The Competition Authority’s Director of Legal and Enforcement, Duncan Morotsi has revealed that the Authority has made a recommendation to the government that bid-rigging should be criminalised.
As Morotsi explained to the Fourth National Competition Conference a fortnight ago, the Competition Act doesn’t criminalise bid-rigging in its current constitution. In a follow-up interview with Sunday Standard, he said that the Act focuses on companies and not individuals within such companies.
“The result is that real culprits go scot-free because the law doesn’t prescribe penalties for them,” said Morotsi, adding that the status quo doesn’t go to “the root of the problem” and makes it extremely difficult to stamp out bid-rigging.

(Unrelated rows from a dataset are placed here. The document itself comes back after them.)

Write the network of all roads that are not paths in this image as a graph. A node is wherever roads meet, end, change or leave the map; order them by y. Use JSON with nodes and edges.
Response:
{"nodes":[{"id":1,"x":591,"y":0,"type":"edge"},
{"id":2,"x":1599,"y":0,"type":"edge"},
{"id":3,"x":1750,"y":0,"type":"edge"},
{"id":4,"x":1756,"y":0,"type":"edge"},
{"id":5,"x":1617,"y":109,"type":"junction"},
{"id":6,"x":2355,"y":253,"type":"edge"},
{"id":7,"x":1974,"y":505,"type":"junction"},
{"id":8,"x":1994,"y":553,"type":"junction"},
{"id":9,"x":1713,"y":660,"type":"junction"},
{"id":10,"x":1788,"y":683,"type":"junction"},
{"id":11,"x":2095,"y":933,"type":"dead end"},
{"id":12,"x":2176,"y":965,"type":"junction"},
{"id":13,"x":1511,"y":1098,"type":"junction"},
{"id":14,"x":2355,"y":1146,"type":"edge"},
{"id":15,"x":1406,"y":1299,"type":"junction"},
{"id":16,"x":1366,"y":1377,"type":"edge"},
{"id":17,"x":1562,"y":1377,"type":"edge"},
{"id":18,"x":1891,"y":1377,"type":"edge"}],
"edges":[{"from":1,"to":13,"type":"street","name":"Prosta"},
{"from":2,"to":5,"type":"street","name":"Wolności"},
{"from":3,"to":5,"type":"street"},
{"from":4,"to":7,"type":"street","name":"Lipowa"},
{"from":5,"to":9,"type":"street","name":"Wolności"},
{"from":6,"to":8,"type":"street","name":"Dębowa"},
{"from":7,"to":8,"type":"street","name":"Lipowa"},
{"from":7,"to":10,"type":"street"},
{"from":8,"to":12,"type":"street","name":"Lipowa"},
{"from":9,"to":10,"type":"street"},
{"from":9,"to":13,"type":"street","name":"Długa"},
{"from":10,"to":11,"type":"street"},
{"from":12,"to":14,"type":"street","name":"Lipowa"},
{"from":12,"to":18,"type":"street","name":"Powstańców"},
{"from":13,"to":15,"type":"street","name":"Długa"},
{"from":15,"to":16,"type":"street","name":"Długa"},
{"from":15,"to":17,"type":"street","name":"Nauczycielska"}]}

Such realization compelled the Authority to make a recommendation for government to make it a criminal offence for any officer (“from the Director to the cleaner” in Morotsi’s words) to participate in bid-rigging. Morotsi’s recollection is that such recommendation was made in August last year, and the issue is now between the Authority, the Attorney General Chambers and the Ministry of Trade and Industry. He also reveals that a draft bill has been produced. The next step will be to take the bill to cabinet and later parliament.
According to Morotsi, some 55 percent of companies in Botswana survive on public procurement and the Authority’s observation so far is that “bid-rigging is a big problem” in central and local government as well as in parastatal organisations.
“It is all over,” he says.
He doesn’t attribute all of the problem to willful wrongdoing. The Authority only started operating in 2011 and finds itself having to wean businesspeople off anti-competitive practices that have long been considered perfectly legitimate. Morotsi says that to the unwitting, bid-rigging is an acceptable business practice because it has been around for ages.
“To these people this is how tenders have been won for years and they don’t think it is wrong to collude with somebody else to win a tender. Their understanding is that they are merely cooperating,” he adds.
Competition Authority officials have had to travel across the country to educate both government officials and members of the public about this practice.
Some other jurisdictions around the world have criminalised bid-rigging and the ones that Morotsi mentions are the United Kingdom, the United States and South Africa. With regard to the latter, he explains that although South African competition law criminalises bid-rigging, this provision is not yet being enforced.